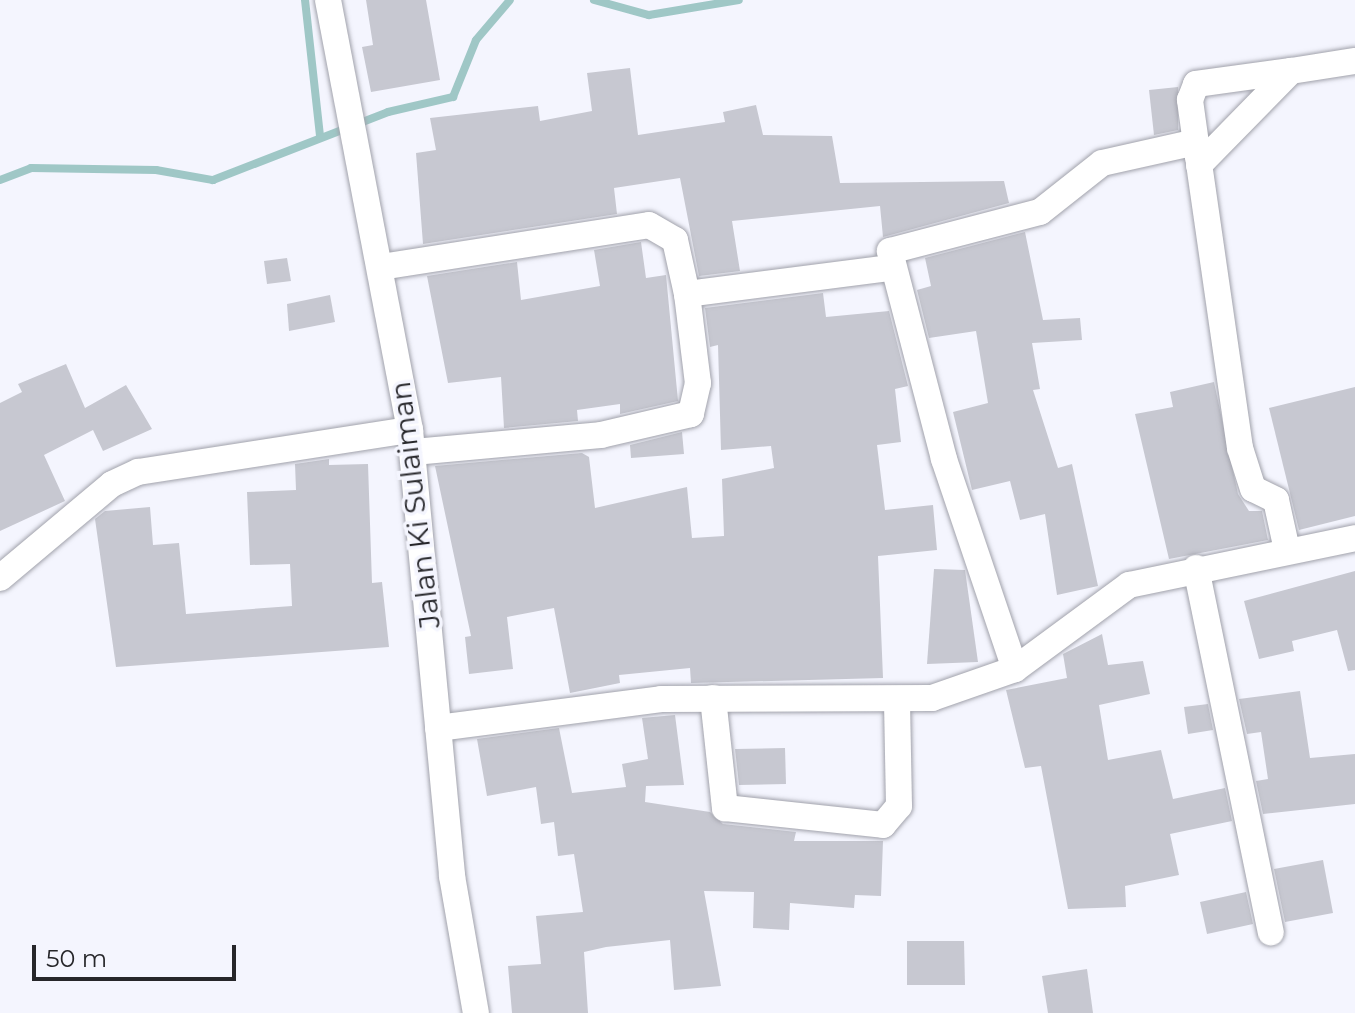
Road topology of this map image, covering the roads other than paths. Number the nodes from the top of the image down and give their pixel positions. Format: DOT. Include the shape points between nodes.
graph roads {
  1 [pos="328,0"];
  2 [pos="1355,61"];
  3 [pos="1291,71"];
  4 [pos="1198,154"];
  5 [pos="381,267"];
  6 [pos="889,268"];
  7 [pos="687,294"];
  8 [pos="411,441"];
  9 [pos="1355,538"];
  10 [pos="1287,550"];
  11 [pos="1196,568"];
  12 [pos="0,578"];
  13 [pos="1015,669"];
  14 [pos="713,698"];
  15 [pos="897,700"];
  16 [pos="438,728"];
  17 [pos="1271,932"];
  18 [pos="476,1013"];
  1 -- 5 [label="street, Jalan Ki Sulaiman"];
  2 -- 3 [label="street"];
  3 -- 4 [label="street"];
  3 -- 4 [label="street" via="1201,80 1190,100"];
  4 -- 6 [label="street" via="1102,163 1040,212 894,248"];
  4 -- 10 [label="street" via="1240,448 1253,489 1276,500"];
  5 -- 7 [label="street" via="649,225 675,240"];
  5 -- 8 [label="street, Jalan Ki Sulaiman"];
  6 -- 7 [label="street"];
  6 -- 13 [label="street"];
  7 -- 8 [label="street" via="698,383 691,414 601,435"];
  8 -- 12 [label="street" via="366,439 249,450 138,472 112,484"];
  8 -- 16 [label="street, Jalan Ki Sulaiman"];
  9 -- 10 [label="street"];
  10 -- 11 [label="street"];
  11 -- 13 [label="street" via="1115,591"];
  11 -- 17 [label="street"];
  13 -- 15 [label="street" via="960,691"];
  14 -- 15 [label="street"];
  14 -- 15 [label="street" via="725,808 883,825 899,806"];
  14 -- 16 [label="street" via="571,707"];
  16 -- 18 [label="street, Jalan Ki Sulaiman" via="452,876"];
}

- [WHAT YOU WILL DO] Pictures stay out; repeat all the rest of the records exactly.

- [SOLVED PROBLEM]
Road topology of this map image, covering the roads other than paths. Number the nodes from the top of the image down and give their pixel positions. Format: DOT. Include the shape points between nodes.
graph roads {
  1 [pos="328,0"];
  2 [pos="1355,61"];
  3 [pos="1291,71"];
  4 [pos="1198,154"];
  5 [pos="381,267"];
  6 [pos="889,268"];
  7 [pos="687,294"];
  8 [pos="411,441"];
  9 [pos="1355,538"];
  10 [pos="1287,550"];
  11 [pos="1196,568"];
  12 [pos="0,578"];
  13 [pos="1015,669"];
  14 [pos="713,698"];
  15 [pos="897,700"];
  16 [pos="438,728"];
  17 [pos="1271,932"];
  18 [pos="476,1013"];
  1 -- 5 [label="street, Jalan Ki Sulaiman"];
  2 -- 3 [label="street"];
  3 -- 4 [label="street"];
  3 -- 4 [label="street" via="1201,80 1190,100"];
  4 -- 6 [label="street" via="1102,163 1040,212 894,248"];
  4 -- 10 [label="street" via="1240,448 1253,489 1276,500"];
  5 -- 7 [label="street" via="649,225 675,240"];
  5 -- 8 [label="street, Jalan Ki Sulaiman"];
  6 -- 7 [label="street"];
  6 -- 13 [label="street"];
  7 -- 8 [label="street" via="698,383 691,414 601,435"];
  8 -- 12 [label="street" via="366,439 249,450 138,472 112,484"];
  8 -- 16 [label="street, Jalan Ki Sulaiman"];
  9 -- 10 [label="street"];
  10 -- 11 [label="street"];
  11 -- 13 [label="street" via="1115,591"];
  11 -- 17 [label="street"];
  13 -- 15 [label="street" via="960,691"];
  14 -- 15 [label="street"];
  14 -- 15 [label="street" via="725,808 883,825 899,806"];
  14 -- 16 [label="street" via="571,707"];
  16 -- 18 [label="street, Jalan Ki Sulaiman" via="452,876"];
}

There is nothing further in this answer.